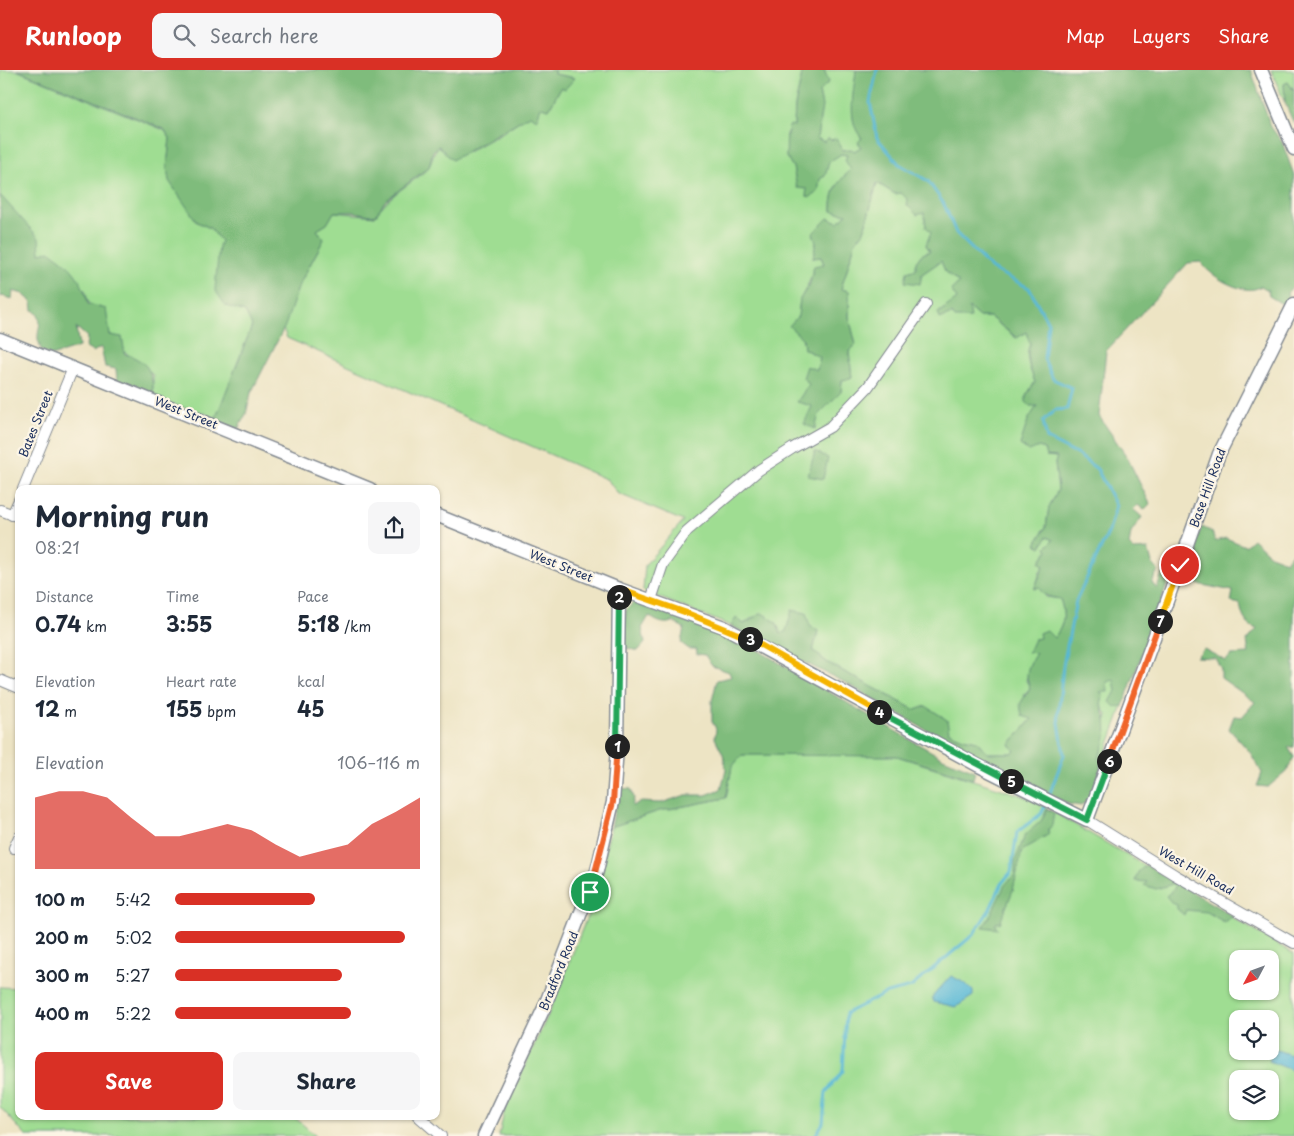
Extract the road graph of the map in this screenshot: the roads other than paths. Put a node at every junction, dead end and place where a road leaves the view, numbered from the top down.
1 (1261, 70) edge
2 (1294, 149) edge
3 (926, 304) dead end
4 (1294, 304) edge
5 (0, 339) edge
6 (72, 368) junction
7 (25, 485) edge
8 (360, 485) edge
9 (0, 510) edge
10 (15, 516) edge
11 (440, 517) edge
12 (619, 589) junction
13 (651, 600) junction
14 (0, 680) edge
15 (15, 686) edge
16 (1087, 820) junction
17 (1294, 943) edge
18 (423, 1120) edge
19 (441, 1136) edge
20 (484, 1136) edge

1 - 2 street
3 - 13 street
4 - 16 street, Base Hill Road
5 - 6 street, West Street
6 - 7 street, Bates Street
6 - 8 street, West Street
9 - 10 street
11 - 12 street, West Street
12 - 13 street, West Street
12 - 20 street, Bradford Road
13 - 16 street, West Street
14 - 15 street
16 - 17 street, West Hill Road
18 - 19 street

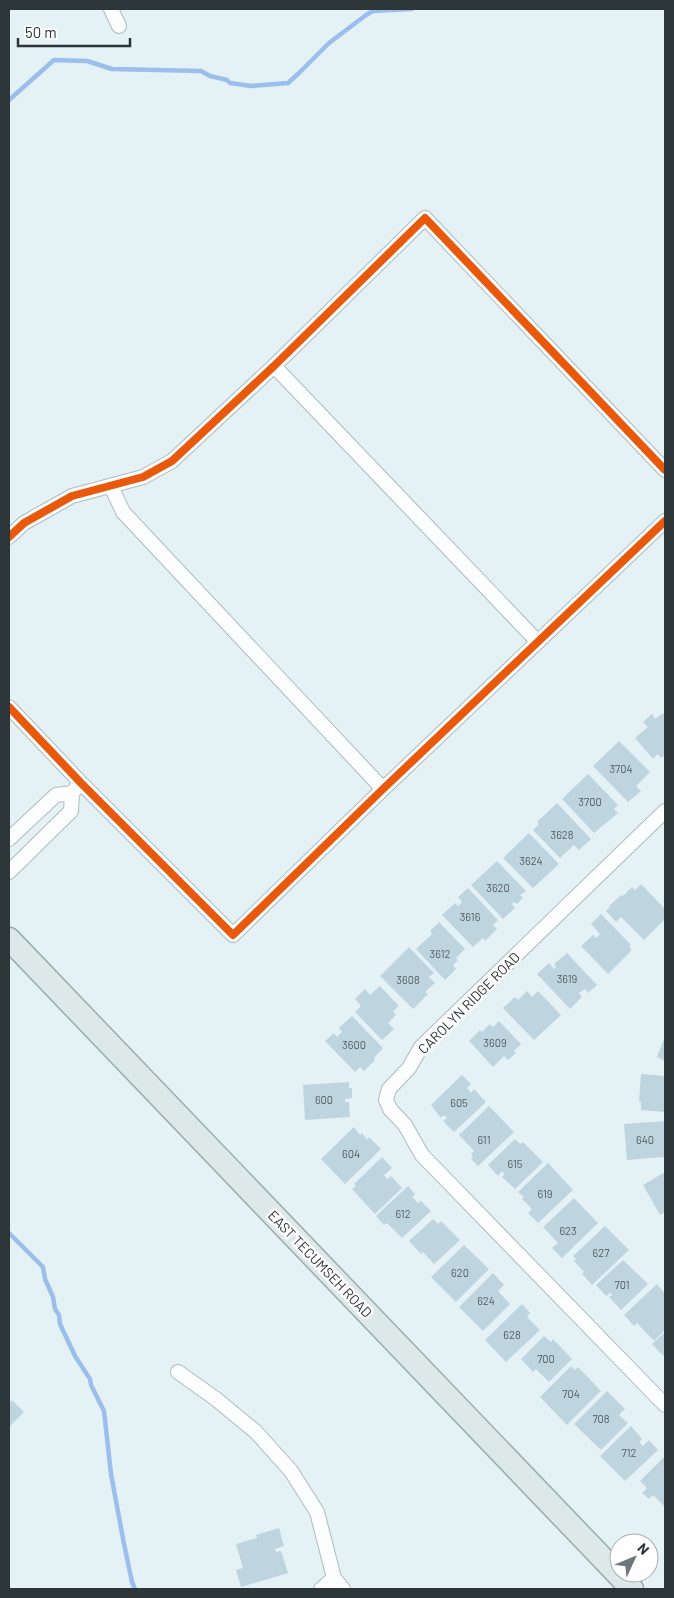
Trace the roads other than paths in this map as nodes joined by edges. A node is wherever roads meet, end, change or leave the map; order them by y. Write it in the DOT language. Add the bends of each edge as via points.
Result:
graph roads {
  1 [pos="111,9"];
  2 [pos="119,26"];
  3 [pos="274,366"];
  4 [pos="665,470"];
  5 [pos="111,486"];
  6 [pos="665,521"];
  7 [pos="9,537"];
  8 [pos="538,642"];
  9 [pos="9,707"];
  10 [pos="76,788"];
  11 [pos="383,789"];
  12 [pos="665,811"];
  13 [pos="9,839"];
  14 [pos="9,872"];
  15 [pos="9,939"];
  16 [pos="178,1372"];
  17 [pos="665,1405"];
  18 [pos="339,1584"];
  19 [pos="321,1589"];
  20 [pos="632,1589"];
  1 -- 2 [label="street"];
  3 -- 4 [label="street" via="425,218"];
  3 -- 5 [label="street" via="172,461 143,477"];
  3 -- 8 [label="street"];
  5 -- 7 [label="street" via="72,496 24,523"];
  5 -- 11 [label="street" via="123,512"];
  6 -- 8 [label="street"];
  8 -- 11 [label="street"];
  9 -- 10 [label="street"];
  10 -- 11 [label="street" via="234,935"];
  10 -- 13 [label="street" via="56,795"];
  10 -- 14 [label="street" via="71,810"];
  12 -- 17 [label="street, CAROLYN RIDGE ROAD" via="421,1048 409,1068 389,1089 386,1100 424,1157"];
  15 -- 20 [label="main road, EAST TECUMSEH ROAD"];
  16 -- 18 [label="street" via="256,1432 291,1471 317,1512"];
  18 -- 19 [label="street"];
}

::::::::

• [What is being asked]: No line should appear in the answer except those from the one containing "Trace the roads" through the last line of the listing, each retyped exactly.

• [Answer to this problem]:
Trace the roads other than paths in this map as nodes joined by edges. A node is wherever roads meet, end, change or leave the map; order them by y. Write it in the DOT language. Add the bends of each edge as via points.
Result:
graph roads {
  1 [pos="111,9"];
  2 [pos="119,26"];
  3 [pos="274,366"];
  4 [pos="665,470"];
  5 [pos="111,486"];
  6 [pos="665,521"];
  7 [pos="9,537"];
  8 [pos="538,642"];
  9 [pos="9,707"];
  10 [pos="76,788"];
  11 [pos="383,789"];
  12 [pos="665,811"];
  13 [pos="9,839"];
  14 [pos="9,872"];
  15 [pos="9,939"];
  16 [pos="178,1372"];
  17 [pos="665,1405"];
  18 [pos="339,1584"];
  19 [pos="321,1589"];
  20 [pos="632,1589"];
  1 -- 2 [label="street"];
  3 -- 4 [label="street" via="425,218"];
  3 -- 5 [label="street" via="172,461 143,477"];
  3 -- 8 [label="street"];
  5 -- 7 [label="street" via="72,496 24,523"];
  5 -- 11 [label="street" via="123,512"];
  6 -- 8 [label="street"];
  8 -- 11 [label="street"];
  9 -- 10 [label="street"];
  10 -- 11 [label="street" via="234,935"];
  10 -- 13 [label="street" via="56,795"];
  10 -- 14 [label="street" via="71,810"];
  12 -- 17 [label="street, CAROLYN RIDGE ROAD" via="421,1048 409,1068 389,1089 386,1100 424,1157"];
  15 -- 20 [label="main road, EAST TECUMSEH ROAD"];
  16 -- 18 [label="street" via="256,1432 291,1471 317,1512"];
  18 -- 19 [label="street"];
}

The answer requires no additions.